Proton, low-resolution T
2 NMR relaxation experiments are used to study the adsorption of
EPDM to the surface of carbon blacks and the structure of the physical EPDM/carbon black network in
cured and uncured compounds. It is shown that a layer of immobilized EPDM is formed at the carbon
black surface after mixing. The estimated thickness of the interfacial EPDM is in the range of one to two
diameters of the monomer unit (≈1 nm). At temperatures of up to 160 °C, the mobility of EPDM chain
units in the interface is strongly hindered and is comparable to that in an unfilled EPDM at temperatures
10−15 deg above T
g. It is suggested that the sites of the interaction between the carbon black and the
EPDM cause physical adsorption network junctions in the rubber matrix. The average molar mass of
EPDM chains between the adjacent adsorption junctions in bound EPDM rubber is about 1800−2500
g/mol and depends on the content and the type of the filler. The mean end-to-end distance between the
adsorption junctions is comparable to the average distance between the adjacent carbon black aggregates.
This suggests that the carbon black aggregates are interconnected by EPDM bridging chains, and a
continuous EPDM/carbon black physical network is formed in the bound rubber fraction of the compound.

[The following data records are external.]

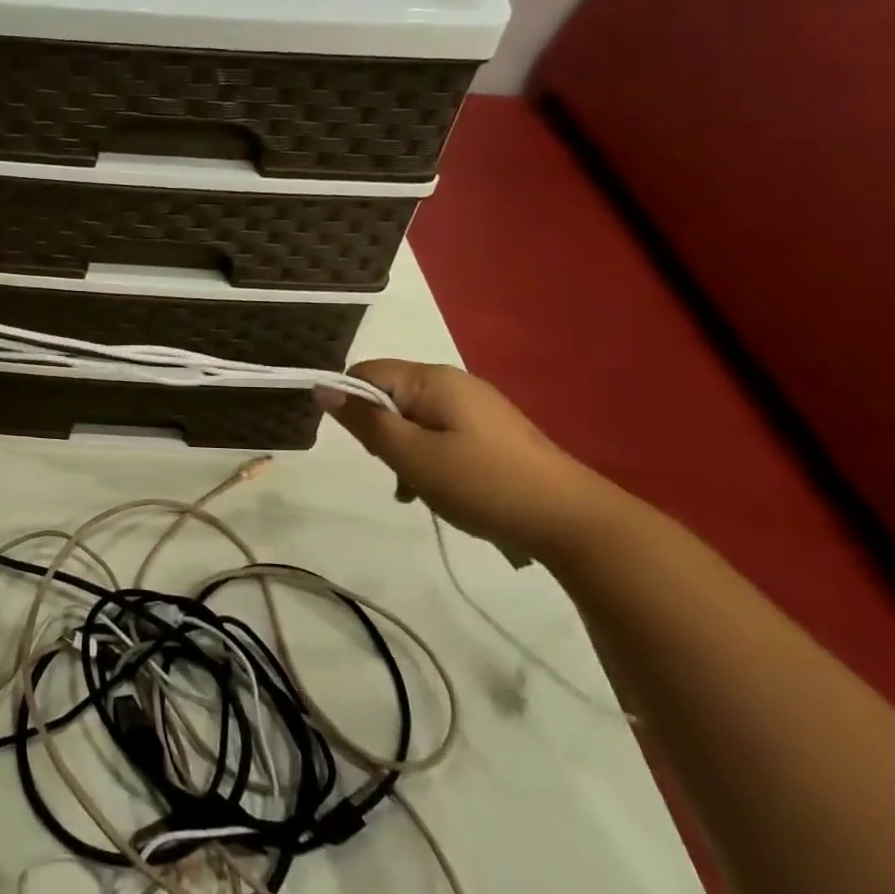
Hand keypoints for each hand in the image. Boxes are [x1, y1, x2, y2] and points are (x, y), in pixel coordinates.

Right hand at [318, 360, 620, 558]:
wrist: (572, 520)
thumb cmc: (482, 483)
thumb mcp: (411, 456)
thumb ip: (365, 422)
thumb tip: (322, 389)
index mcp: (431, 379)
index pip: (365, 373)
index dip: (351, 405)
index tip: (363, 447)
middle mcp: (452, 382)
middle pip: (388, 395)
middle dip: (380, 432)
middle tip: (395, 471)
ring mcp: (475, 406)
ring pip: (412, 418)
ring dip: (403, 451)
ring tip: (417, 490)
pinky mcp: (489, 430)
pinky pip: (438, 432)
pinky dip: (428, 457)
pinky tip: (438, 489)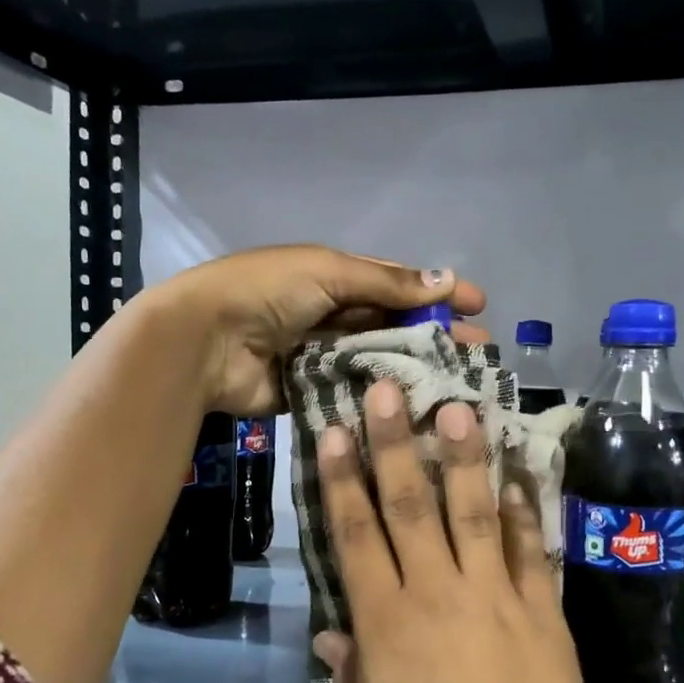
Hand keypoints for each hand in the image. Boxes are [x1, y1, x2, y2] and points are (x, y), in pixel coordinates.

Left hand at [143, 246, 487, 415]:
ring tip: (460, 385)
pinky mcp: (313, 392)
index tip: (479, 306)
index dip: (437, 293)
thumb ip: (387, 283)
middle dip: (436, 336)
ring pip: (380, 361)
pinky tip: (420, 410)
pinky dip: (383, 399)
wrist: (203, 341)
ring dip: (417, 369)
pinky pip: (356, 393)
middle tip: (480, 354)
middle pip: (395, 326)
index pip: (398, 284)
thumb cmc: (266, 292)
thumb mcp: (328, 272)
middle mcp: (334, 314)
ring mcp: (324, 356)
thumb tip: (447, 279)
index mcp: (336, 276)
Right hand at [314, 381, 639, 682]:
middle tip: (388, 389)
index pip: (355, 535)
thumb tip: (331, 637)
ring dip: (464, 455)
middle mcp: (436, 593)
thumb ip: (352, 677)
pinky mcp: (542, 609)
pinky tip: (519, 473)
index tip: (335, 430)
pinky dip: (526, 509)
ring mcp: (494, 595)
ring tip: (459, 405)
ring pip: (473, 510)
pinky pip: (532, 548)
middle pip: (410, 504)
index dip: (342, 479)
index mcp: (385, 625)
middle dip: (395, 442)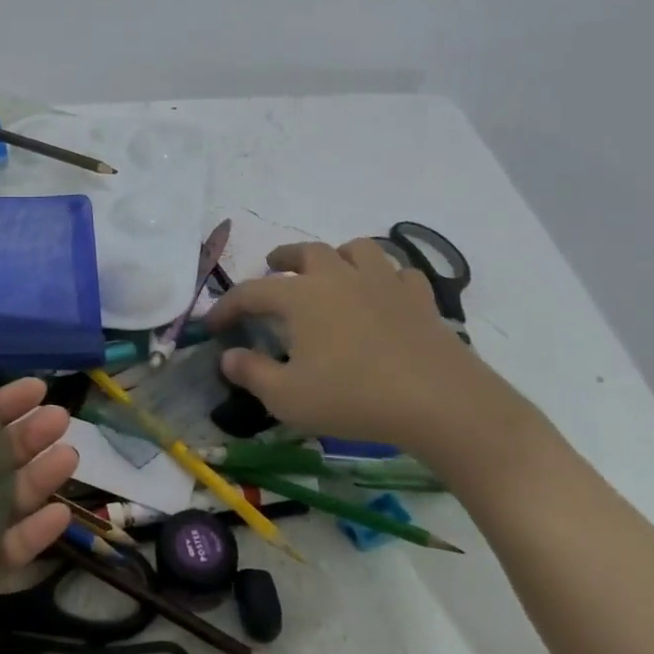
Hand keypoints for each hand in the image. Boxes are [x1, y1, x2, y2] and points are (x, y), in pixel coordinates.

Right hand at [207, 237, 531, 462]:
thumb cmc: (353, 398)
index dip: (226, 306)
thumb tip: (228, 356)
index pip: (250, 292)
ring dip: (336, 256)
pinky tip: (382, 294)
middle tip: (272, 268)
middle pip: (306, 252)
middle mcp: (339, 278)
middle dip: (283, 258)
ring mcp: (384, 284)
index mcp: (300, 296)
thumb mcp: (286, 397)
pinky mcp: (421, 300)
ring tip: (329, 271)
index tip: (212, 325)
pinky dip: (384, 277)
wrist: (442, 404)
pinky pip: (399, 273)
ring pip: (356, 249)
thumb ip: (251, 373)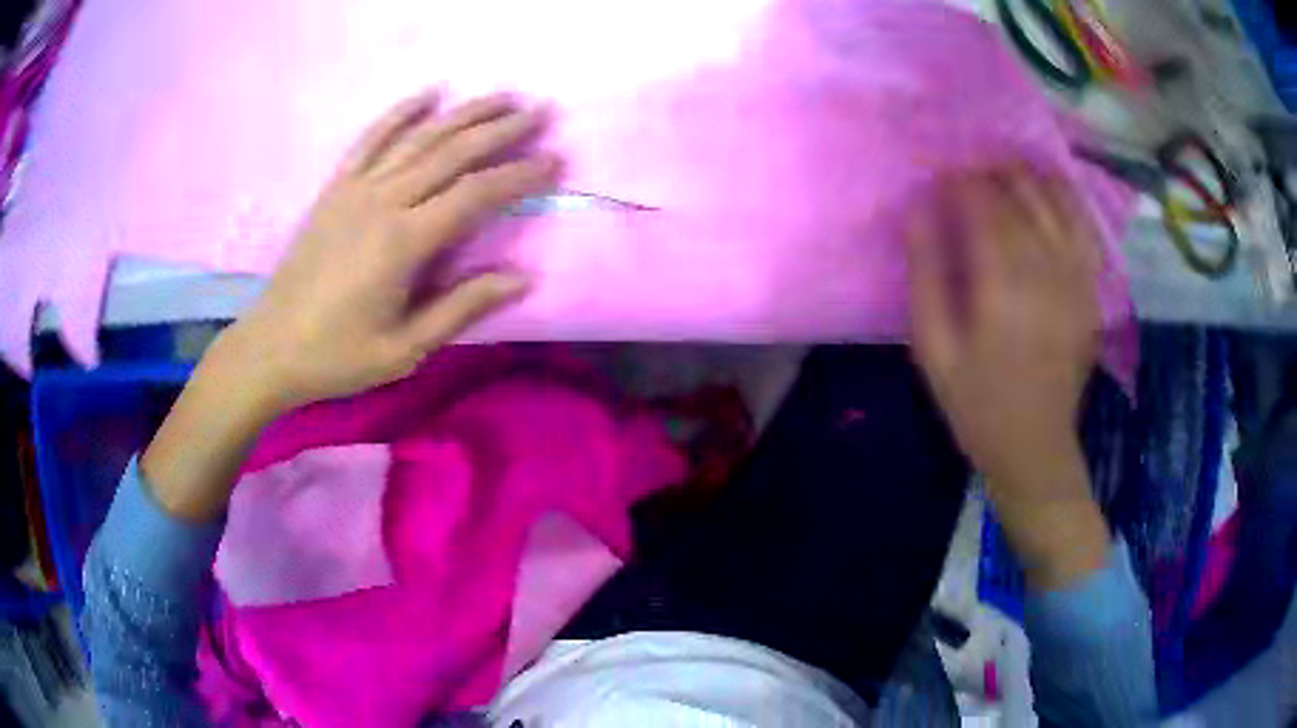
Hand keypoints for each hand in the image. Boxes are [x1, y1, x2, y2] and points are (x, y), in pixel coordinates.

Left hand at [143, 93, 557, 520]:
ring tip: (501, 97)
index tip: (554, 161)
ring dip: (463, 113)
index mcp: (403, 243)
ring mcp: (355, 189)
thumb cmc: (338, 355)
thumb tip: (523, 278)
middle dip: (501, 129)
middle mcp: (382, 201)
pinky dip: (400, 112)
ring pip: (418, 137)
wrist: (271, 346)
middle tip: (541, 111)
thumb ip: (462, 307)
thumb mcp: (405, 348)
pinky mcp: (335, 188)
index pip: (475, 194)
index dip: (519, 175)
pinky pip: (370, 139)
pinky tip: (427, 94)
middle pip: (451, 152)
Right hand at [906, 165, 1107, 587]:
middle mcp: (1046, 271)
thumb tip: (919, 211)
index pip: (983, 206)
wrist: (1035, 446)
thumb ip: (925, 275)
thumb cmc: (976, 402)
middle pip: (1021, 197)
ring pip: (1057, 203)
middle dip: (991, 173)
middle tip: (969, 172)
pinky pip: (1085, 229)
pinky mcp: (1091, 291)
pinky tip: (1051, 191)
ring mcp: (1076, 279)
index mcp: (1002, 286)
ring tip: (1007, 172)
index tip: (940, 177)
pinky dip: (1068, 200)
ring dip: (1029, 178)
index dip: (960, 182)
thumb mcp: (933, 349)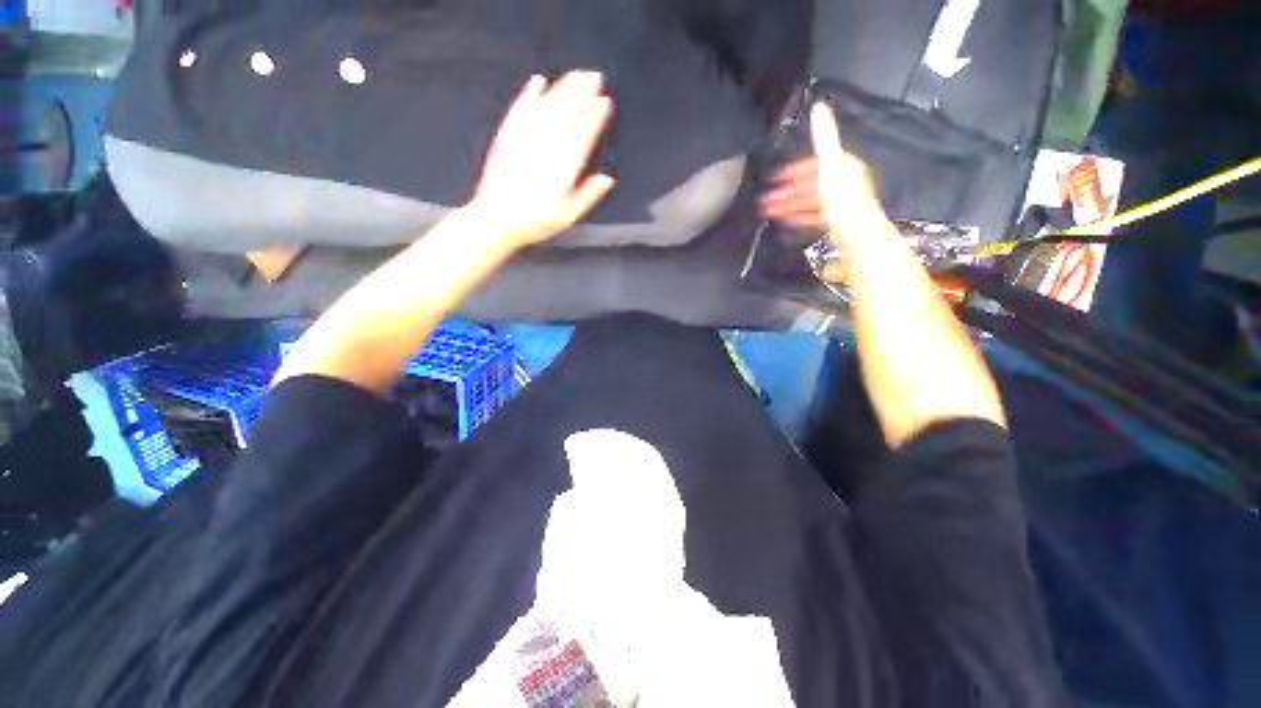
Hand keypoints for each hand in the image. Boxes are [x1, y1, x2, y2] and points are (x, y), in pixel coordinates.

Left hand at [468, 72, 616, 247]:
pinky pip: (520, 108)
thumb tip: (608, 179)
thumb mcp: (568, 215)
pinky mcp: (507, 135)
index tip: (605, 100)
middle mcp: (546, 146)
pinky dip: (529, 93)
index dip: (594, 116)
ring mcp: (525, 138)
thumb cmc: (535, 221)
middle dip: (582, 92)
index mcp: (564, 166)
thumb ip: (589, 195)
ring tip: (576, 74)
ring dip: (563, 87)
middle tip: (595, 75)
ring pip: (547, 105)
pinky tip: (538, 81)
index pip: (583, 134)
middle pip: (567, 112)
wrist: (496, 218)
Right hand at [760, 105, 887, 237]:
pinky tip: (787, 219)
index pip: (814, 163)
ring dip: (787, 204)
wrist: (855, 233)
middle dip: (786, 190)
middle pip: (808, 184)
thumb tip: (820, 106)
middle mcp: (841, 182)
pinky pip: (812, 215)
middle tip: (766, 199)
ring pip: (807, 200)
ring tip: (769, 211)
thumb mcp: (830, 164)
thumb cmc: (844, 200)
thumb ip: (824, 137)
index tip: (776, 177)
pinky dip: (798, 216)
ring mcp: (837, 202)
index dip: (793, 169)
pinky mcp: (833, 220)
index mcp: (842, 165)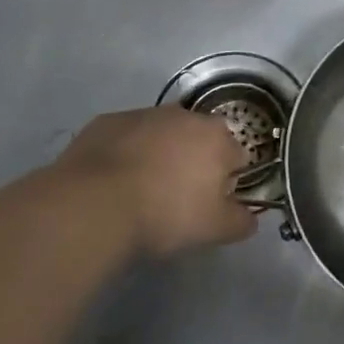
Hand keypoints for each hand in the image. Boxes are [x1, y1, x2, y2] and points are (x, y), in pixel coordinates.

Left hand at [40, 107, 255, 256]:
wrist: (93, 204)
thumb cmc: (164, 214)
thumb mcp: (213, 229)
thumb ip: (240, 221)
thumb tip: (250, 217)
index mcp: (217, 138)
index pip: (236, 156)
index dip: (227, 181)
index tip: (209, 204)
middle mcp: (186, 116)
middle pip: (199, 139)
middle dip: (194, 162)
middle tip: (176, 197)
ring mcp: (144, 114)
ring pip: (162, 134)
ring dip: (160, 154)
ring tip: (141, 190)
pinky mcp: (108, 121)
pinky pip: (127, 136)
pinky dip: (126, 152)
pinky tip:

The results obtained for uncured filled rubbers provide strong evidence of a “bimodal” structure of the
physical network. The two types of EPDM chains and/or chain fragments, which have strongly different
densities of EPDM−carbon black adsorption junctions, are present in the elastomer matrix outside of
the EPDM
−
carbon black interface. There is an EPDM fraction that is loosely bound to the carbon black
by adsorption interactions. This loosely bound rubber has numerous adsorption network junctions, similar
to those of the bound rubber. The other fraction of EPDM, the extractable (unbound) rubber, has a relatively
low number of adsorption network junctions and can apparently be extracted from the compound. The
fraction of loosely bound EPDM chains, as measured by NMR, increases as the maximum possible EPDM−carbon black contact area per unit volume of the elastomer increases, regardless of the type of carbon
black, and is relatively close to the content of the bound rubber. Results of mechanical property tests on
the carbon black filled vulcanisates reveal that several factors contribute to the reinforcing effect of the
filler. Besides the hydrodynamic effects, the occluded EPDM, the chemical cross-links, and the formation
of the physical EPDM−carbon black network, the filler−filler interactions provide a significant contribution
to the modulus in the low-strain region, while they are broken at high strains.